Some reading and reference (it’s really good to go through this):
- Intro — How to get images that don’t suck: a Beginner/Intermediate Guide to Getting Cool Images from Stable Diffusion : StableDiffusion (reddit.com)
- Prompt craft Wiki: Stable Diffusion — InstallGentoo Wiki
- Artists — WIP list of artists for SD v1.4 (rentry.org) — SUPER USEFUL!
- Artists — kaikalii/stable-diffusion-artists: Curated list of artists for Stable Diffusion prompts (github.com)
- Artists — Compilation of 45 artists recognized by Stable Diffusion : StableDiffusion (reddit.com)
- Photo Generation — Quest for ultimate photorealism : StableDiffusion (reddit.com)
- Read the rest of where you started — — VOLDY RETARD GUIDE — (rentry.org)
- Keyword examples — MEGA — look under “good”
For the local Stable Diffusion WebUI itself (optional — sort of “when you are ready”):
Digging deeper into the model’s training data to find artists / styles (optional):
- Query the big huge training database to see if matching content is there for a keyword: https://rom1504.github.io/clip-retrieval/
- Find artists via https://artsandculture.google.com/ Google Art & Culture
Well, that’s a big firehose of information. Again, have some compositions in mind that you’re passionate about and then you’ll tweak and revise and learn what works and what doesn’t.
Tip: that “CFG Scale” represents how much the AI is allow to improvise (lower value) vs. how much it dang well better do exactly what you said (higher value).
Tip: if you end up with an image you love but it’s not quite right, copy the seed value and ensure all the other settings are the same and then adjust the sampling steps and/or the CFG Scale. This could either be an image you just generated or one that is older and you loaded up into the “PNG Info” tab to get how it was made.
Tip: in addition to a prompt to say what you want, there’s a negative prompt to say what you don’t want. Use this to exclude anything that might be forcing itself into your render.
As you work through trying details, you might come across simple prompts that accomplish a lot. E.g., for photos, simply saying that it’s a professional photo drops the need for sugar prompts like camera model and f-stop and all that. For instance, this prompt creates a pretty good photo (and it’s a bit of a mash-up again, to make it interesting):
Scarlett Johansson cosplay as Elsa of Arendelle, professional photograph
Bigger
Now then, 512 x 512 isn’t very big and AI scaling is the next big thing that people have been using to get a screen res version of what they want to keep. There is an “Extras” tab in the WebUI for that and for fixing the generated faces.
Tip: if you want to upscale an image that was just generated, select “Send to Extras” and then switch to the Extras tab, it’s there. Alternatively, you can load an image off of storage for resizing / face fixing.
The resize by default is 2 so twice as big. There are AI upscalers you can try out that will ensure that the upsized image looks pleasant. Additionally, there are two face fixers (GFPGAN and CodeFormer) to try to smooth out any goofs in the generated face.

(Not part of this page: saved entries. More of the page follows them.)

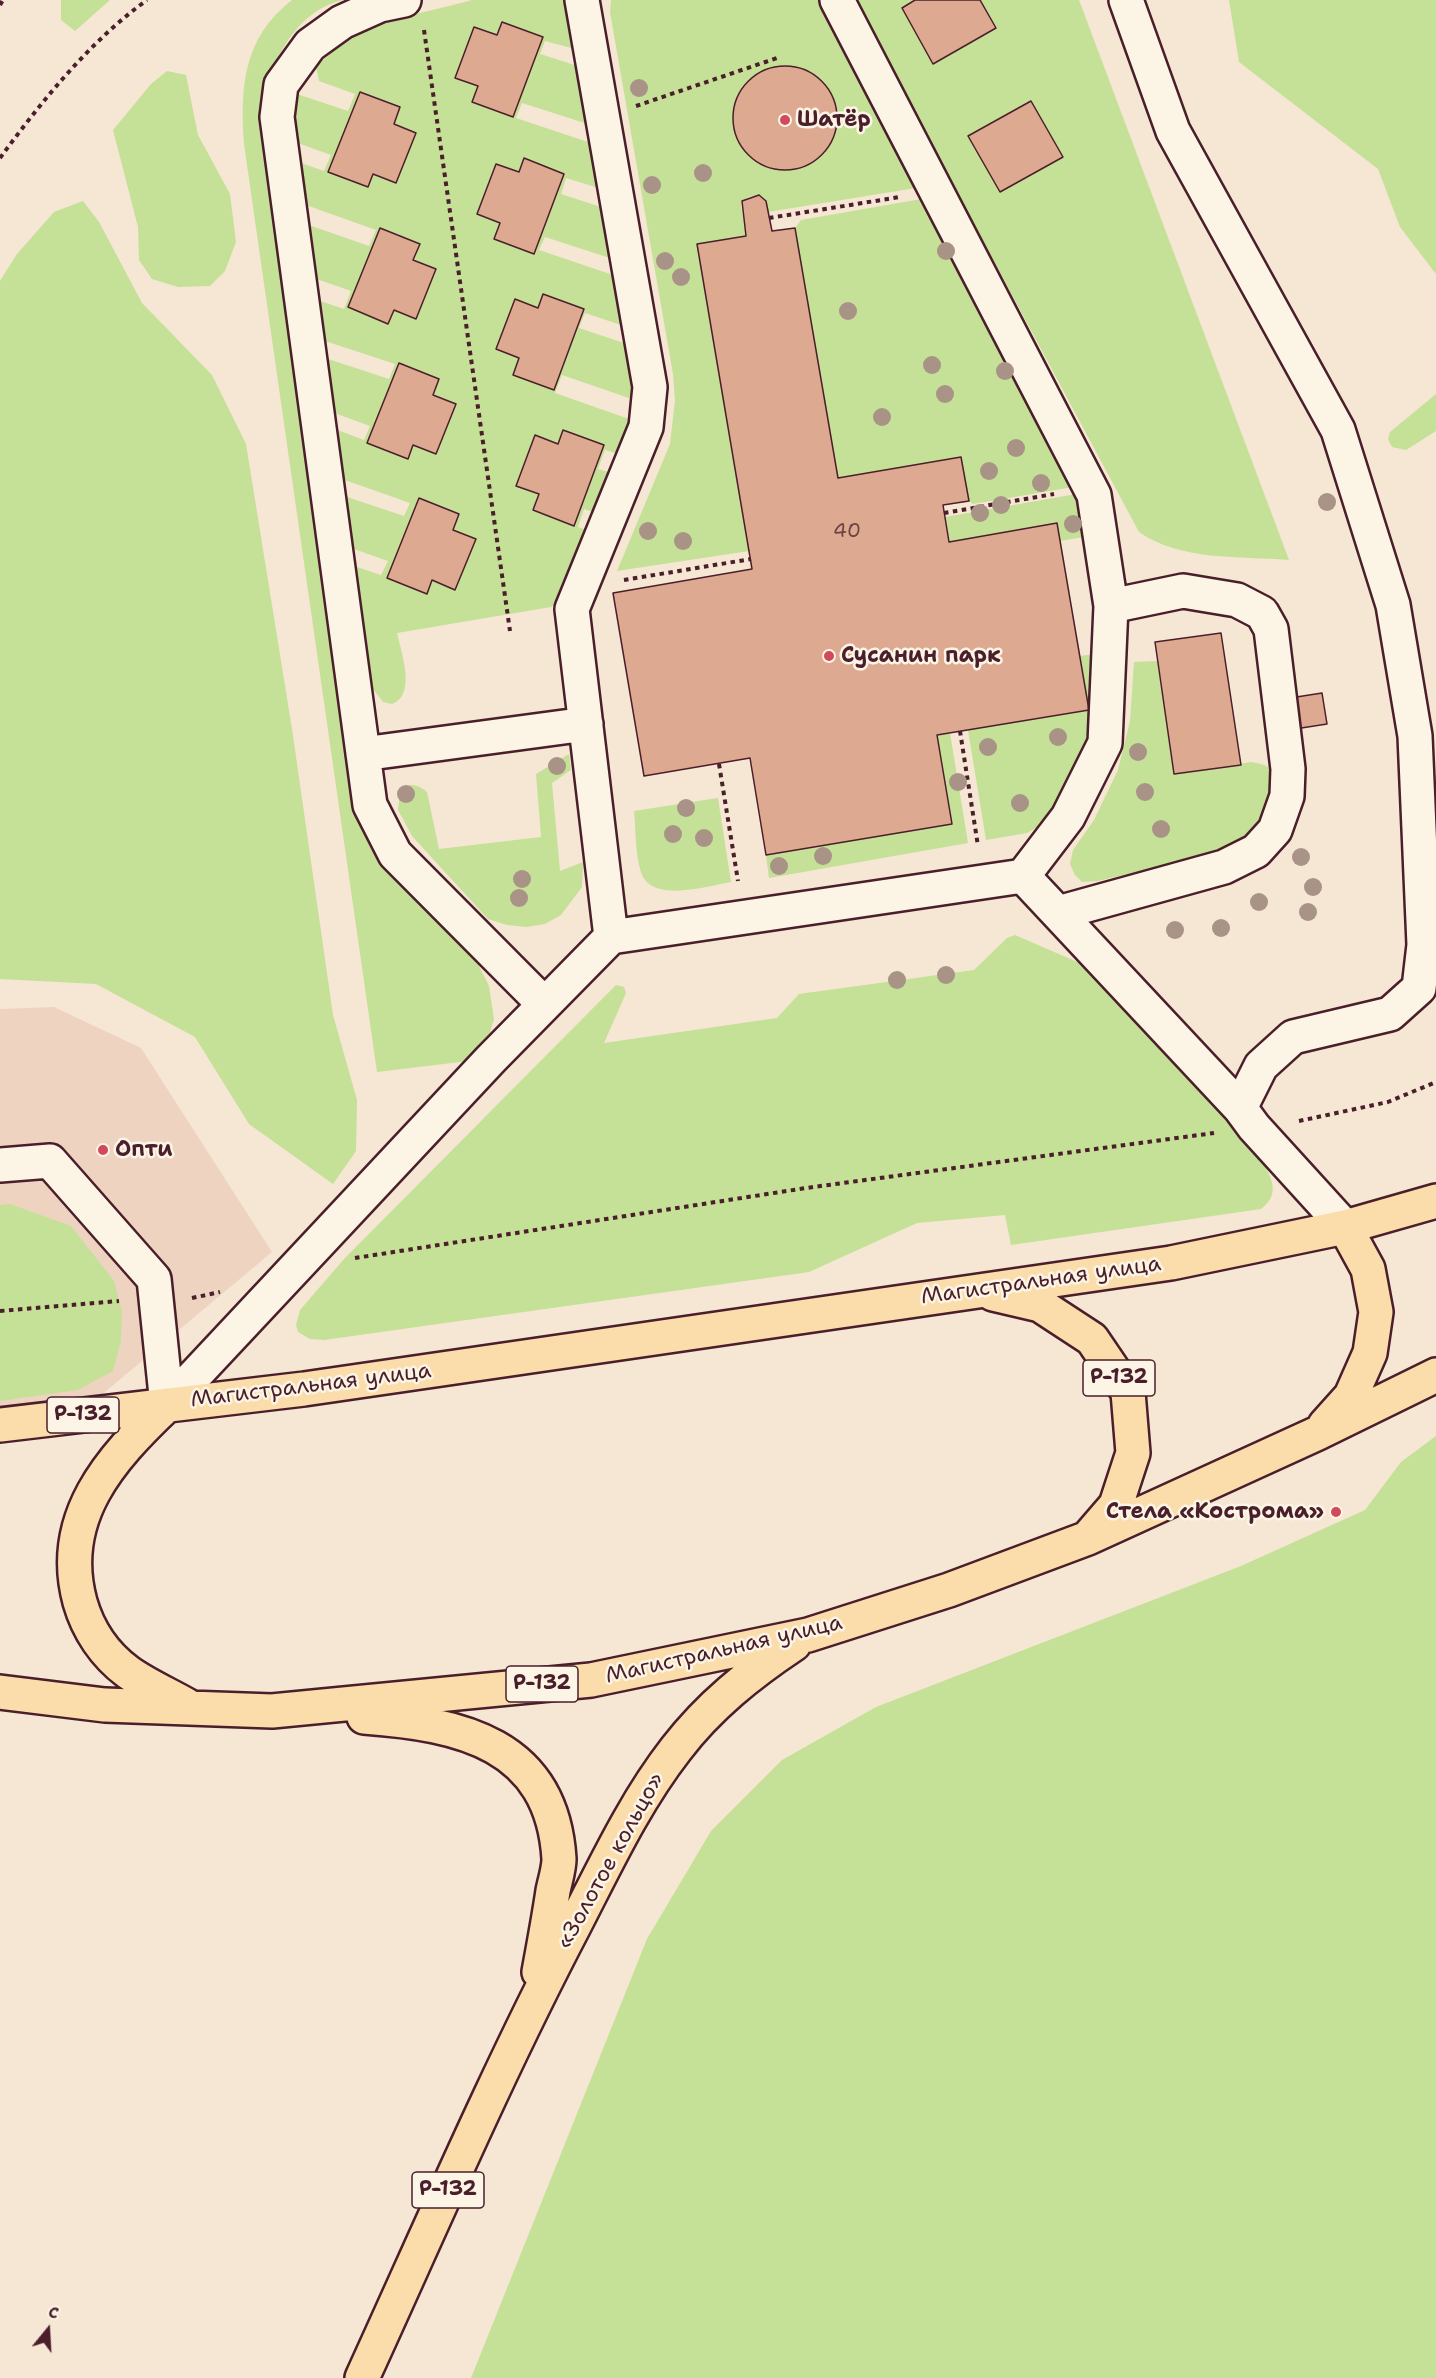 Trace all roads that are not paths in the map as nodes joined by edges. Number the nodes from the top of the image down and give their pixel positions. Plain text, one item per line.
1 (404, 0) edge
2 (582, 0) edge
3 (837, 0) edge
4 (1125, 0) edge
5 (1111, 606) junction
6 (586, 724) junction
7 (363, 754) junction
8 (1023, 876) junction
9 (1058, 913) junction
10 (611, 937) junction
11 (544, 1004) junction
12 (1247, 1118) junction
13 (0, 1165) edge
14 (1436, 1201) edge
15 (1346, 1227) junction
16 (976, 1290) junction
17 (1436, 1375) edge
18 (167, 1405) junction
19 (0, 1425) edge
20 (1318, 1433) junction
21 (1088, 1538) junction
22 (808, 1635) junction
23 (0, 1692) edge
24 (193, 1708) junction
25 (272, 1711) junction
26 (534, 2002) junction
27 (362, 2378) edge

1 - 7 street
2 - 6 street
3 - 5 street
4 - 12 street
5 - 8 street
5 - 9 street
6 - 7 street
6 - 10 street
7 - 11 street
8 - 9 street
8 - 10 street
9 - 12 street
10 - 11 street
11 - 18 street
12 - 15 street
13 - 18 street
14 - 15 highway, Магистральная улица
15 - 16 highway, Магистральная улица
15 - 20 highway
16 - 18 highway, Магистральная улица / Р-132
16 - 21 highway, Р-132
17 - 20 highway, Магистральная улица
18 - 19 highway, Магистральная улица / Р-132
18 - 24 highway
20 - 21 highway, Магистральная улица
21 - 22 highway, Магистральная улица / Р-132
22 - 25 highway, Магистральная улица / Р-132
22 - 26 highway, «Золотое кольцо» / Р-132
23 - 24 highway, Магистральная улица / Р-132
24 - 25 highway, Магистральная улица / Р-132
25 - 26 highway, «Золотое кольцо» / Р-132
26 - 27 highway, «Золотое кольцо» / Р-132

Anytime you use these AI models the first time there will be a big delay as they are downloaded. They are also now consuming memory.
Experiment Like Crazy
The best way I made progress this week was experimenting with prompts and trying new artist names and seeing what changing the steps and CFG would end up doing.
Somethings end up amazing, especially of people. Except for the occasional horror.
Other things are hard to try to create if it’s off into the edges on what the model has been trained on. Just because you can describe it doesn’t mean you’ll get anything quite like it.
The next bit I’m writing has to deal with thinking about the impact of Stable Diffusion and what’s next. Cheers.